With that little battle won, I offer a parting smile, before I disappear again behind my paper.

The trees have given way to rows on rows of houses. The train snakes its way around the inner suburbs, occasionally disappearing underground through tunnels, or flying over busy roads, filled with trucks and cars, framed by tram wires and intersections. The train driver blasts his horn as he approaches crossings and stations. They are more frequent now. But we don’t stop, barely slow up. The bored drivers stare back at us from behind the barriers, envious of our unimpeded journey.

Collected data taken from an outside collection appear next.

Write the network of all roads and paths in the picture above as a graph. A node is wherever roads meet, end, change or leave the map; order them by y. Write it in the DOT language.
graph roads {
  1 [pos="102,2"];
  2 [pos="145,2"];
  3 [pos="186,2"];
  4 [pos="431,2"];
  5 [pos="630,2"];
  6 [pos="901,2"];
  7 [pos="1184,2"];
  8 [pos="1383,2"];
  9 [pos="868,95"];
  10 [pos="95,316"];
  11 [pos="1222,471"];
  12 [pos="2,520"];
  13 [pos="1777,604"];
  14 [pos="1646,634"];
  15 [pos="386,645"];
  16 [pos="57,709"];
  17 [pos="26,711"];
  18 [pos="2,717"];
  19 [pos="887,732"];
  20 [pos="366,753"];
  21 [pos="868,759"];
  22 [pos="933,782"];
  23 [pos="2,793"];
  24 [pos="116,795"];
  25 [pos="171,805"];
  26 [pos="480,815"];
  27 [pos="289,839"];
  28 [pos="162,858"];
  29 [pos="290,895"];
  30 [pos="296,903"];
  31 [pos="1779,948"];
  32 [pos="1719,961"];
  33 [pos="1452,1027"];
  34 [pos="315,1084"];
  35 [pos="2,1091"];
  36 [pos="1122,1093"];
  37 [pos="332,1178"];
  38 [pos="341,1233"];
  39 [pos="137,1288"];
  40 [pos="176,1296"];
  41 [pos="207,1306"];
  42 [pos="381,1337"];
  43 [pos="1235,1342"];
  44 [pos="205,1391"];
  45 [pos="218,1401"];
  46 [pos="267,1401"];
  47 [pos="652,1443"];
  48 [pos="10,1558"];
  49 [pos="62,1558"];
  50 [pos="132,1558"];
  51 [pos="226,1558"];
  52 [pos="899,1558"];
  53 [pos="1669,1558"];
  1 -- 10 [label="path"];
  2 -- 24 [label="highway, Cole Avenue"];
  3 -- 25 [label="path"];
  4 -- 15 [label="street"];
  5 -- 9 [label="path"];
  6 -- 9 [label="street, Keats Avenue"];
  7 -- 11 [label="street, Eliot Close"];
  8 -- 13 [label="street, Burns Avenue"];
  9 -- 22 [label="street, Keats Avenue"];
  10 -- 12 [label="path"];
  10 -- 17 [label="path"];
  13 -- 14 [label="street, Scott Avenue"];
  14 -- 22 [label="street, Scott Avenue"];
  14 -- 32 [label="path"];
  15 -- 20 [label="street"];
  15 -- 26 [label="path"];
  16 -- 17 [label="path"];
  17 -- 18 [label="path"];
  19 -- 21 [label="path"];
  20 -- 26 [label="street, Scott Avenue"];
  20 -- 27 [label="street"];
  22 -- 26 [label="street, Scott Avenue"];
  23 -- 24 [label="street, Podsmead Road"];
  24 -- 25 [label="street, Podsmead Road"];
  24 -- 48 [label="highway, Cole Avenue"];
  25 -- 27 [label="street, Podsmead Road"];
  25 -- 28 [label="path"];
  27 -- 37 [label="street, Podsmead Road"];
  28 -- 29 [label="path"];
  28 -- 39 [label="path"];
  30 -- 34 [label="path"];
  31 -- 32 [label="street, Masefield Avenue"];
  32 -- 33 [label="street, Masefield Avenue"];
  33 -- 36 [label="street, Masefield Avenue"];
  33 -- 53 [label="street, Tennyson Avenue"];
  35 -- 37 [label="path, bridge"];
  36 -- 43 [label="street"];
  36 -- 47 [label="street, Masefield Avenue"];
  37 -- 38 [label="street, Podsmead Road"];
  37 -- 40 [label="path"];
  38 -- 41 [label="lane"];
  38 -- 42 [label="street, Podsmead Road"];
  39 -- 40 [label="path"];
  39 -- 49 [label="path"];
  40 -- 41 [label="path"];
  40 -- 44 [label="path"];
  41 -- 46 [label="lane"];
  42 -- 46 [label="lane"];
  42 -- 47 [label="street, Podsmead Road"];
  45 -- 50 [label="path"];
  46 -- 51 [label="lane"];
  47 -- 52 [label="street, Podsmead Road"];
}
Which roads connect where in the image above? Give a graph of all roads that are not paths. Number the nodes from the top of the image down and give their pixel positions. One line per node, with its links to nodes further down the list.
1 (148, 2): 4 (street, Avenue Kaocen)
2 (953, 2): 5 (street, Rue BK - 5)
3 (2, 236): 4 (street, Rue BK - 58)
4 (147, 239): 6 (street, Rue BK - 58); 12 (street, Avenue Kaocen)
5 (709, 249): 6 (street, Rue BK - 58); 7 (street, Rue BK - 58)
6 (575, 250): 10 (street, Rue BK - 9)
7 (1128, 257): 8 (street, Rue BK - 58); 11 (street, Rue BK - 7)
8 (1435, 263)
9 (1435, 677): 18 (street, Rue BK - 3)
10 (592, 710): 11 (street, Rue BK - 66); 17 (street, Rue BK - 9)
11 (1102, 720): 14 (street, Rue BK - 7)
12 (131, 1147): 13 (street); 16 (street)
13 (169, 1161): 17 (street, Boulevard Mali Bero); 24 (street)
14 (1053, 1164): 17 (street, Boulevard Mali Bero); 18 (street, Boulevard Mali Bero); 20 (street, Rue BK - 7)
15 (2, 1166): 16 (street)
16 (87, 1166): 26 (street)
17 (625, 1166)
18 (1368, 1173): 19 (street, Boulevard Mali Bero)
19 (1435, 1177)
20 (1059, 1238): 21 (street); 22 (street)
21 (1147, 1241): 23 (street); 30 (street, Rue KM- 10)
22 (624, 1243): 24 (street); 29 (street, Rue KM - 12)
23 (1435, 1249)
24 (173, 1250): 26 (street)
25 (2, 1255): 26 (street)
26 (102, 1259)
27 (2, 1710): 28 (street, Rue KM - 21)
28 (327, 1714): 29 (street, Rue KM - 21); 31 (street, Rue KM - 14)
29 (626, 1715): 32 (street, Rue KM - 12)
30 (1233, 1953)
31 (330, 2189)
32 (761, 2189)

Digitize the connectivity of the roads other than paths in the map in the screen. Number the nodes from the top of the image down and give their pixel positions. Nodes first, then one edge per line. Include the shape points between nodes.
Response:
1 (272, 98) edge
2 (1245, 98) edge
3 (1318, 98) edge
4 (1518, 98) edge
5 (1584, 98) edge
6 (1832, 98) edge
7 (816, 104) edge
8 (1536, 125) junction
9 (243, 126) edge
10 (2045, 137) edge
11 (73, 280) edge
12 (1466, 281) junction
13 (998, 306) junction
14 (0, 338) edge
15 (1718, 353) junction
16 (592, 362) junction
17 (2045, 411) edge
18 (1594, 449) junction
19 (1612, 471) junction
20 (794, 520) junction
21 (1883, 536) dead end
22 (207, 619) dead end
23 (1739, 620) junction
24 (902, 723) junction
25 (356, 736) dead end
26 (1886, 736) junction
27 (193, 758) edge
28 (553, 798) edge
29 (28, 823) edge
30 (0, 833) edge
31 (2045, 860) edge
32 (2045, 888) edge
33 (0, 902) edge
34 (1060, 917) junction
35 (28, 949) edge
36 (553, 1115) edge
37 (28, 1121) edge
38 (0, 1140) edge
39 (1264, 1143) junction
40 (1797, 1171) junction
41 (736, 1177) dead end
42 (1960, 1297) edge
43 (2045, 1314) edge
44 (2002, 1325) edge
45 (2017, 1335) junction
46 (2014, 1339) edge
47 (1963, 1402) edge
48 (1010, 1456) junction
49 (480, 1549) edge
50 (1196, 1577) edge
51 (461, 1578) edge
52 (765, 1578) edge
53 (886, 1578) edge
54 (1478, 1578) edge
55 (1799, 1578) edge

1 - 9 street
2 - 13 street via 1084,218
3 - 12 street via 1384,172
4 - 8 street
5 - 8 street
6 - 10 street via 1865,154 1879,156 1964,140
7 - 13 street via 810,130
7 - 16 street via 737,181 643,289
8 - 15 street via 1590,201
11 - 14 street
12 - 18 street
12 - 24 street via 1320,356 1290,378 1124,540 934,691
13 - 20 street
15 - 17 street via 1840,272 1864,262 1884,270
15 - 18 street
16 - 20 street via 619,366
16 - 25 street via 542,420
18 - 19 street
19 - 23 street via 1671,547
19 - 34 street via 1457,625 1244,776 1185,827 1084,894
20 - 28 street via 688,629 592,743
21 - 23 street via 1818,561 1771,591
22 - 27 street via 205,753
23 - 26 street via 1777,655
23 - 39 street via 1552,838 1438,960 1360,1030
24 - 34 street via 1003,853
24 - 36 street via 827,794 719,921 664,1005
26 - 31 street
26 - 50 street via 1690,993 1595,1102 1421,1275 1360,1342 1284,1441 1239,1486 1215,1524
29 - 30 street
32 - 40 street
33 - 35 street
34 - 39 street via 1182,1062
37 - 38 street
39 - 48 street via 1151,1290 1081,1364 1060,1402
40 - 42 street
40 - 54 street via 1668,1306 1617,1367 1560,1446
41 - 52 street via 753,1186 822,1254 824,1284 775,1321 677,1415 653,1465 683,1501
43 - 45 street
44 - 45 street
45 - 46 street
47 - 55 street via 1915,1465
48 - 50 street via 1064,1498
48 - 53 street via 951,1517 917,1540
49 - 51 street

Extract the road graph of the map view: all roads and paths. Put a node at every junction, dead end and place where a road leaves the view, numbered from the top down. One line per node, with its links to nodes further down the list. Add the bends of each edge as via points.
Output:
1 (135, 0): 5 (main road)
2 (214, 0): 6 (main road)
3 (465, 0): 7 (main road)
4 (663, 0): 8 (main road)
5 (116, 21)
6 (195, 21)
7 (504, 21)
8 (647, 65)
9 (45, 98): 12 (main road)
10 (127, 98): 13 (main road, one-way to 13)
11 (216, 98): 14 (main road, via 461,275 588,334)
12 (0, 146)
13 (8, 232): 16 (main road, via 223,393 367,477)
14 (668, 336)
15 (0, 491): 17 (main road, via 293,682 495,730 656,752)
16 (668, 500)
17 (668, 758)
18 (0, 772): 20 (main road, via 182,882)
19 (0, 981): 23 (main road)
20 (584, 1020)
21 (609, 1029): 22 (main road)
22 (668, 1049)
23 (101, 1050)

As we approach the home straight, I can see the travellers who have been standing for the whole trip, moving from one foot to the other. Rubbing their sore calves, with the toes of their shoes. Some have dozed off to sleep while standing. Their head lolling forward resting against their raised arms, hands holding vice like, to the hand grips above their heads. The carriage has found its shape and rhythm. The speed of the train has rocked us into a robotic indifference of our discomforts.
The trains intercom tells us we are approaching Swanston street station. There is a collective movement. Hands drop down to the bags on the floor. Feet begin to shuffle towards the doors. People smile to one another in a well rehearsed ritual. Time to freshen up, put on the happy face get ourselves ready to disembark.
As I glance across at big balls he is pulling himself up into the mass of humanity, that we have managed to be a subset of for the last 35 minutes. I use his large frame as a protective barrier. I want to hide behind him long enough to get a good start out of the carriage. The bull dozer who will push ahead of me. Plough his way against the tide and in his wake I will slip skilfully away and into the maelstrom of humanity that is the city.

Woof

4 comments:

Michelle said...

Superb. Wonderful to see the morning commuting ritual and mind games of the participants written with such accuracy and well chosen word.

I will have to buy a hat in order that I may doff it in your direction.

Grump said...

Thanks for the kind words. It must be a few years since our paths crossed via blog land. Hope all is well with you.
Thanks Grump

Felicity said...

nice writing! :-)

Grump said...

Thanks Felicity, I hope to do some more soon. Takes awhile for the juices to flow again.